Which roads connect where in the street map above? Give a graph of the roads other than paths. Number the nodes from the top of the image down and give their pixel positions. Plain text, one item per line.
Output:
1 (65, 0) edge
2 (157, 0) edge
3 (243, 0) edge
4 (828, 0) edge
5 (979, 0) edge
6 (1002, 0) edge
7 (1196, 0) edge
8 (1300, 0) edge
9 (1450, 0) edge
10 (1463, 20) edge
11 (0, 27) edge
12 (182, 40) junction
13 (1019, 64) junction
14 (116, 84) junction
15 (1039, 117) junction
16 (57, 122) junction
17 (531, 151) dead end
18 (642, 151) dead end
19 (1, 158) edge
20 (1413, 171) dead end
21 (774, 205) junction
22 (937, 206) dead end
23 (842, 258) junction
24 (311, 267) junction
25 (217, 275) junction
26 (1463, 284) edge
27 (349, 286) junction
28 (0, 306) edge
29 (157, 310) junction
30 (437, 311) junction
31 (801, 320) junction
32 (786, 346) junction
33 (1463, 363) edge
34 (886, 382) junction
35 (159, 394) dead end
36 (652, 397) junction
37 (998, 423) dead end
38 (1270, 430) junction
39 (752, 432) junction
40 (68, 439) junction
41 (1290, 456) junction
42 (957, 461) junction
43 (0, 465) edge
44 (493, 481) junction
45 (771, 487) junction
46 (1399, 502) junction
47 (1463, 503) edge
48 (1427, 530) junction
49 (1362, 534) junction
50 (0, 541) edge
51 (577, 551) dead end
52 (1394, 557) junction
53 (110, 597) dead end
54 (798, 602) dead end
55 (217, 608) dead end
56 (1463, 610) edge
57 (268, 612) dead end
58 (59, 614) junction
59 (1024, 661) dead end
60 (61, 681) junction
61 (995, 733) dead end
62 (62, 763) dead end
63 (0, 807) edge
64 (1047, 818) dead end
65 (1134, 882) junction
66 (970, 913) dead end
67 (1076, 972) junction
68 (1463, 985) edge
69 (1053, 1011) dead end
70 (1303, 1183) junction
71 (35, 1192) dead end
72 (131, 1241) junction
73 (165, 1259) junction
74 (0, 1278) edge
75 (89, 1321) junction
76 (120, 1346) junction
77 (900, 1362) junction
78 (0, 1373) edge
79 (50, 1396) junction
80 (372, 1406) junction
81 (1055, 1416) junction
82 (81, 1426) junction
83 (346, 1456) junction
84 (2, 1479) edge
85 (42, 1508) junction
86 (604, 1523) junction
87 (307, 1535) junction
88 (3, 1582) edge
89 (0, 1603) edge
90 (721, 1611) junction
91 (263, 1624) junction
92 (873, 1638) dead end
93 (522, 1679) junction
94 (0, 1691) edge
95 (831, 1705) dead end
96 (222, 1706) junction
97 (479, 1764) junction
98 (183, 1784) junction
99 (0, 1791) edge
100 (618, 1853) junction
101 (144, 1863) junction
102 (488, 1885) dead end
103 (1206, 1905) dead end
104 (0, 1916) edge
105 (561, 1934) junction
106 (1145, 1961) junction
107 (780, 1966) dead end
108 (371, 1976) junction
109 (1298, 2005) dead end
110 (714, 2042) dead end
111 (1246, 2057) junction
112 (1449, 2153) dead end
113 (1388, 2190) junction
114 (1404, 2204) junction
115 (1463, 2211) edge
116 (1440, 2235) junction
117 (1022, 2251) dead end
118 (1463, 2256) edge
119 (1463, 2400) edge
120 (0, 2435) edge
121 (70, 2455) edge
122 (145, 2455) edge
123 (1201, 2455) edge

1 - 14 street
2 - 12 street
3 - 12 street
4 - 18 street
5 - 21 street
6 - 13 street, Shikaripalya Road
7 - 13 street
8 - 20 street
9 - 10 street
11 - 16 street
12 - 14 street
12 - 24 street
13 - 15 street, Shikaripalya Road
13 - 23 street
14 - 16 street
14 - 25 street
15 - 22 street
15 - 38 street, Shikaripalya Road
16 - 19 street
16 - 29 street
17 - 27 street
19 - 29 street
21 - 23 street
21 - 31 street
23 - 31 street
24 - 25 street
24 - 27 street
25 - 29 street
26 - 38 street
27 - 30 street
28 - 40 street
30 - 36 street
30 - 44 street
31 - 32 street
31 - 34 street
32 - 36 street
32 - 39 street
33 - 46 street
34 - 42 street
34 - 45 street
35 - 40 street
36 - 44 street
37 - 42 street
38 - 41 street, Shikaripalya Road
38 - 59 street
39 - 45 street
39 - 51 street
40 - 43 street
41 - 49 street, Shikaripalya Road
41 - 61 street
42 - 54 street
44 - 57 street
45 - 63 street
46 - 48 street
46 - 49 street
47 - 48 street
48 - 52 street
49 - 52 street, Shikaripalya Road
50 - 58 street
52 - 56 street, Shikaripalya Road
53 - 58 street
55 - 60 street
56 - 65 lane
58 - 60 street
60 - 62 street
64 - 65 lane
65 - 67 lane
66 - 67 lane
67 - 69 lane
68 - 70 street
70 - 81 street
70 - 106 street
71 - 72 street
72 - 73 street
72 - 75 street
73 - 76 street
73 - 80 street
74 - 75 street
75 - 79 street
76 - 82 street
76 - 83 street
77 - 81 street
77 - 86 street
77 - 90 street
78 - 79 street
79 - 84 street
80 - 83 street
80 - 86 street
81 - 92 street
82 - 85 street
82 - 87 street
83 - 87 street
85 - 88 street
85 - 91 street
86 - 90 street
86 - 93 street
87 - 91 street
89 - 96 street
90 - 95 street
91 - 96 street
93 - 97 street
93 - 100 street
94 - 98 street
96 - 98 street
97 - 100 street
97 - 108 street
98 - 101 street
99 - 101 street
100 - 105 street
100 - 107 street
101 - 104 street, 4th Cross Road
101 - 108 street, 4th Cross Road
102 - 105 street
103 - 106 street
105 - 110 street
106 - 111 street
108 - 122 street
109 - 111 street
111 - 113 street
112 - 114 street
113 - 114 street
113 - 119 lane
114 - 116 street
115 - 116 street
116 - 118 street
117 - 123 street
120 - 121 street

= = =

HOW TO COMPLETE THIS TASK: Retype the complete listing verbatim.

EXPECTED OUTPUT:
Which roads connect where in the street map above? Give a graph of the roads other than paths. Number the nodes from the top of the image down and give their pixel positions. Plain text, one item per line.
Output:
1 (65, 0) edge
2 (157, 0) edge
3 (243, 0) edge
4 (828, 0) edge
5 (979, 0) edge
6 (1002, 0) edge
7 (1196, 0) edge
8 (1300, 0) edge
9 (1450, 0) edge
10 (1463, 20) edge
11 (0, 27) edge
12 (182, 40) junction
13 (1019, 64) junction
14 (116, 84) junction
15 (1039, 117) junction
16 (57, 122) junction
17 (531, 151) dead end
18 (642, 151) dead end
19 (1, 158) edge
20 (1413, 171) dead end
21 (774, 205) junction
22 (937, 206) dead end
23 (842, 258) junction
24 (311, 267) junction
25 (217, 275) junction
26 (1463, 284) edge
27 (349, 286) junction
28 (0, 306) edge
29 (157, 310) junction
30 (437, 311) junction
31 (801, 320) junction
32 (786, 346) junction
33 (1463, 363) edge
34 (886, 382) junction
35 (159, 394) dead end
36 (652, 397) junction
37 (998, 423) dead end
38 (1270, 430) junction
39 (752, 432) junction
40 (68, 439) junction
41 (1290, 456) junction
42 (957, 461) junction
43 (0, 465) edge
44 (493, 481) junction
45 (771, 487) junction
46 (1399, 502) junction
47 (1463, 503) edge
48 (1427, 530) junction
49 (1362, 534) junction
50 (0, 541) edge
51 (577, 551) dead end
52 (1394, 557) junction
53 (110, 597) dead end
54 (798, 602) dead end
55 (217, 608) dead end
56 (1463, 610) edge
57 (268, 612) dead end
58 (59, 614) junction
59 (1024, 661) dead end
60 (61, 681) junction
61 (995, 733) dead end
62 (62, 763) dead end
63 (0, 807) edge
64 (1047, 818) dead end
65 (1134, 882) junction
66 (970, 913) dead end
67 (1076, 972) junction
68 (1463, 985) edge
69 (1053, 1011) dead end
70 (1303, 1183) junction
71 (35, 1192) dead end
72 (131, 1241) junction
73 (165, 1259) junction
74 (0, 1278) edge
75 (89, 1321) junction
76 (120, 1346) junction
77 (900, 1362) junction
78 (0, 1373) edge
79 (50, 1396) junction
80 (372, 1406) junction
81 (1055, 1416) junction
82 (81, 1426) junction
83 (346, 1456) junction
84 (2, 1479) edge
85 (42, 1508) junction
86 (604, 1523) junction
87 (307, 1535) junction
88 (3, 1582) edge
89 (0, 1603) edge
90 (721, 1611) junction
91 (263, 1624) junction
92 (873, 1638) dead end
93 (522, 1679) junction
94 (0, 1691) edge
95 (831, 1705) dead end
96 (222, 1706) junction
97 (479, 1764) junction
98 (183, 1784) junction
99 (0, 1791) edge
100 (618, 1853) junction
101 (144, 1863) junction
102 (488, 1885) dead end
103 (1206, 1905) dead end
104 (0, 1916) edge
105 (561, 1934) junction
106 (1145, 1961) junction
107 (780, 1966) dead end
108 (371, 1976) junction
109 (1298, 2005) dead end
110 (714, 2042) dead end
111 (1246, 2057) junction
112 (1449, 2153) dead end
113 (1388, 2190) junction
114 (1404, 2204) junction
115 (1463, 2211) edge
116 (1440, 2235) junction
117 (1022, 2251) dead end
118 (1463, 2256) edge
119 (1463, 2400) edge
120 (0, 2435) edge
121 (70, 2455) edge
122 (145, 2455) edge
123 (1201, 2455) edge

1 - 14 street
2 - 12 street
3 - 12 street
4 - 18 street
5 - 21 street
6 - 13 street, Shikaripalya Road
7 - 13 street
8 - 20 street
9 - 10 street
11 - 16 street
12 - 14 street
12 - 24 street
13 - 15 street, Shikaripalya Road
13 - 23 street
14 - 16 street
14 - 25 street
15 - 22 street
15 - 38 street, Shikaripalya Road
16 - 19 street
16 - 29 street
17 - 27 street
19 - 29 street
21 - 23 street
21 - 31 street
23 - 31 street
24 - 25 street
24 - 27 street
25 - 29 street
26 - 38 street
27 - 30 street
28 - 40 street
30 - 36 street
30 - 44 street
31 - 32 street
31 - 34 street
32 - 36 street
32 - 39 street
33 - 46 street
34 - 42 street
34 - 45 street
35 - 40 street
36 - 44 street
37 - 42 street
38 - 41 street, Shikaripalya Road
38 - 59 street
39 - 45 street
39 - 51 street
40 - 43 street
41 - 49 street, Shikaripalya Road
41 - 61 street
42 - 54 street
44 - 57 street
45 - 63 street
46 - 48 street
46 - 49 street
47 - 48 street
48 - 52 street
49 - 52 street, Shikaripalya Road
50 - 58 street
52 - 56 street, Shikaripalya Road
53 - 58 street
55 - 60 street
56 - 65 lane
58 - 60 street
60 - 62 street
64 - 65 lane
65 - 67 lane
66 - 67 lane
67 - 69 lane
68 - 70 street
70 - 81 street
70 - 106 street
71 - 72 street
72 - 73 street
72 - 75 street
73 - 76 street
73 - 80 street
74 - 75 street
75 - 79 street
76 - 82 street
76 - 83 street
77 - 81 street
77 - 86 street
77 - 90 street
78 - 79 street
79 - 84 street
80 - 83 street
80 - 86 street
81 - 92 street
82 - 85 street
82 - 87 street
83 - 87 street
85 - 88 street
85 - 91 street
86 - 90 street
86 - 93 street
87 - 91 street
89 - 96 street
90 - 95 street
91 - 96 street
93 - 97 street
93 - 100 street
94 - 98 street
96 - 98 street
97 - 100 street
97 - 108 street
98 - 101 street
99 - 101 street
100 - 105 street
100 - 107 street
101 - 104 street, 4th Cross Road
101 - 108 street, 4th Cross Road
102 - 105 street
103 - 106 street
105 - 110 street
106 - 111 street
108 - 122 street
109 - 111 street
111 - 113 street
112 - 114 street
113 - 114 street
113 - 119 lane
114 - 116 street
115 - 116 street
116 - 118 street
117 - 123 street
120 - 121 street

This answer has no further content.